ENTRIES SHOWN:
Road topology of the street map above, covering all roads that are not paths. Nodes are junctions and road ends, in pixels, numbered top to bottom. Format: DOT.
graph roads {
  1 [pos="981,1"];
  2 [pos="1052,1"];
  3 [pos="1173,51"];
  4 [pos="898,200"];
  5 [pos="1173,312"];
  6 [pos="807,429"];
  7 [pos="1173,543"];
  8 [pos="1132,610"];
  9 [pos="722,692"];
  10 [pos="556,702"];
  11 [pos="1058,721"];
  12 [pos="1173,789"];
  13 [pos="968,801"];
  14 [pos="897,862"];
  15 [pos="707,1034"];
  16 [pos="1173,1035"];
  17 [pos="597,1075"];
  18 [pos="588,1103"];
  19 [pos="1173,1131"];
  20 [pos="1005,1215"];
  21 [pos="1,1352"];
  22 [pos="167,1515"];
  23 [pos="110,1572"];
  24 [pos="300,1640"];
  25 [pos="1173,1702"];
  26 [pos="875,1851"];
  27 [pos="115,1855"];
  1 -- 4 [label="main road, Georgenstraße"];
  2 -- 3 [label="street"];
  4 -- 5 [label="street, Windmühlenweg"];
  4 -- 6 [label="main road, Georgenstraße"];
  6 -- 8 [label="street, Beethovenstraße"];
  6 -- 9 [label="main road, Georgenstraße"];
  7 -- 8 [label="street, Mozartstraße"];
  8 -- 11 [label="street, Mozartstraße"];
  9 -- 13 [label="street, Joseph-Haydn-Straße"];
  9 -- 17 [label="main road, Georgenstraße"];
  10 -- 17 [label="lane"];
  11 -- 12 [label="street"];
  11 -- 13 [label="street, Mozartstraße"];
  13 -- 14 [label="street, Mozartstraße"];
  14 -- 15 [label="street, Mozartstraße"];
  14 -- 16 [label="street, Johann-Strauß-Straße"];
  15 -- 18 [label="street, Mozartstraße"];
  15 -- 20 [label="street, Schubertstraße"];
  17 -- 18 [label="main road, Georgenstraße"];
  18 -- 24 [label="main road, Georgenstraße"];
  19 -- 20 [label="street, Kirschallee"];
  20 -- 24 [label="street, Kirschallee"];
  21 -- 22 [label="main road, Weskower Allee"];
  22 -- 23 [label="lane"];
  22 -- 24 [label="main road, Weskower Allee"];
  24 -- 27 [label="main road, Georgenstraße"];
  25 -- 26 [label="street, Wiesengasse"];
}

EXERCISE BRIEF:
Exactly what appears above must be set down again in full.

PROBLEM SOLUTION:
Road topology of the street map above, covering all roads that are not paths. Nodes are junctions and road ends, in pixels, numbered top to bottom. Format: DOT.
graph roads {
  1 [pos="981,1"];
  2 [pos="1052,1"];
  3 [pos="1173,51"];
  4 [pos="898,200"];
  5 [pos="1173,312"];
  6 [pos="807,429"];
  7 [pos="1173,543"];
  8 [pos="1132,610"];
  9 [pos="722,692"];
  10 [pos="556,702"];
  11 [pos="1058,721"];
  12 [pos="1173,789"];
  13 [pos="968,801"];
  14 [pos="897,862"];
  15 [pos="707,1034"];
  16 [pos="1173,1035"];
  17 [pos="597,1075"];
  18 [pos="588,1103"];
  19 [pos="1173,1131"];
  20 [pos="1005,1215"];
  21 [pos="1,1352"];
  22 [pos="167,1515"];
  23 [pos="110,1572"];
  24 [pos="300,1640"];
  25 [pos="1173,1702"];
  26 [pos="875,1851"];
  27 [pos="115,1855"];
  1 -- 4 [label="main road, Georgenstraße"];
  2 -- 3 [label="street"];
  4 -- 5 [label="street, Windmühlenweg"];
  4 -- 6 [label="main road, Georgenstraße"];
  6 -- 8 [label="street, Beethovenstraße"];
  6 -- 9 [label="main road, Georgenstraße"];
  7 -- 8 [label="street, Mozartstraße"];
  8 -- 11 [label="street, Mozartstraße"];
  9 -- 13 [label="street, Joseph-Haydn-Straße"];
  9 -- 17 [label="main road, Georgenstraße"];
  10 -- 17 [label="lane"];
  11 -- 12 [label="street"];
  11 -- 13 [label="street, Mozartstraße"];
  13 -- 14 [label="street, Mozartstraße"];
  14 -- 15 [label="street, Mozartstraße"];
  14 -- 16 [label="street, Johann-Strauß-Straße"];
  15 -- 18 [label="street, Mozartstraße"];
  15 -- 20 [label="street, Schubertstraße"];
  17 -- 18 [label="main road, Georgenstraße"];
  18 -- 24 [label="main road, Georgenstraße"];
  19 -- 20 [label="street, Kirschallee"];
  20 -- 24 [label="street, Kirschallee"];
  21 -- 22 [label="main road, Weskower Allee"];
  22 -- 23 [label="lane"];
  22 -- 24 [label="main road, Weskower Allee"];
  24 -- 27 [label="main road, Georgenstraße"];
  25 -- 26 [label="street, Wiesengasse"];
}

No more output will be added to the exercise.